Bank of America cherche à limiter l’emprise de l’Etat américain
Près d’un an après avoir reçu l’aide du gouvernement, les banques américaines procèdent au remboursement des fonds apportés. Bank of America cherche notamment à se délester d’une partie des 45 milliards de dollars perçus dans le cadre du TARP (Troubled Asset Relief Program), notamment les 20 milliards d’aides additionnelles dans le cadre de la reprise de Merrill Lynch, en difficulté, selon le Wall Street Journal. Cette opération permettrait notamment à Bank of America de ne plus être obligée de divulguer le programme de rémunération de son état-major à Kenneth Feinberg, nommé par le président Barack Obama pour gérer les salaires des patrons. BoA resterait néanmoins sous l’œil de l’Etat concernant sa gestion des risques et des liquidités et le réaménagement de son conseil d’administration.
BoA entend également mettre fin à l’accord conclu avec Washington sur le partage des pertes de Merrill Lynch. Pour ce faire, la banque basée en Caroline du Nord devrait alors s’acquitter d’un paiement compris entre 300 et 500 millions de dollars.

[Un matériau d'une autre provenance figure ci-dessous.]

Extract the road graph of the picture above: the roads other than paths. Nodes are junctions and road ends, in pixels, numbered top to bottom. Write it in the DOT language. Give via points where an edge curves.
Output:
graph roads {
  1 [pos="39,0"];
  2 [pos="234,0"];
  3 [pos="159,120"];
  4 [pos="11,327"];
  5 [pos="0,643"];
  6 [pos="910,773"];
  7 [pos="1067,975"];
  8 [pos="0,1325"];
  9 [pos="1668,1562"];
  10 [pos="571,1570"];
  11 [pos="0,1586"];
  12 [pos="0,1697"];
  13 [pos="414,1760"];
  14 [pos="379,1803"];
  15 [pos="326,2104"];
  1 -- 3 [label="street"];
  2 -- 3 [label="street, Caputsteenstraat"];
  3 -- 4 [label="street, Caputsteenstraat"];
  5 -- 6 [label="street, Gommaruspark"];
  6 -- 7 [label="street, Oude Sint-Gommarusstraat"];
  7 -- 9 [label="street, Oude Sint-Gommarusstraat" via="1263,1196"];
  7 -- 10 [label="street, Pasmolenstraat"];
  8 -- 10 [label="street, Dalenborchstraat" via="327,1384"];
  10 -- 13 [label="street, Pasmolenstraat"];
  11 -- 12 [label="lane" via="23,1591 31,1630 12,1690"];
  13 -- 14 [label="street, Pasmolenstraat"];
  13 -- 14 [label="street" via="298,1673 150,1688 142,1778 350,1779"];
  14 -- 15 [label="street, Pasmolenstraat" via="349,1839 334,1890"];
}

Huit des plus grosses banques américaines ont déjà remboursé le gouvernement, à savoir Goldman Sachs, Morgan Stanley, American Express, Northern Trust, Bank of New York Mellon, State Street US Bancorp ou encore BB&T. Avec le rebond des marchés actions, plusieurs acteurs du secteur ont opté pour l’émission d’actions en vue de renforcer leurs ratios capitalistiques (cf le tableau). « Des banques ont réalisé ces opérations pour rembourser les capitaux reçus dans le cadre du TARP tandis que d’autres ont émis des titres pour combler le manque de capitaux décelés par les régulateurs lors du processus de stress test », relève le bureau d’études CreditSights.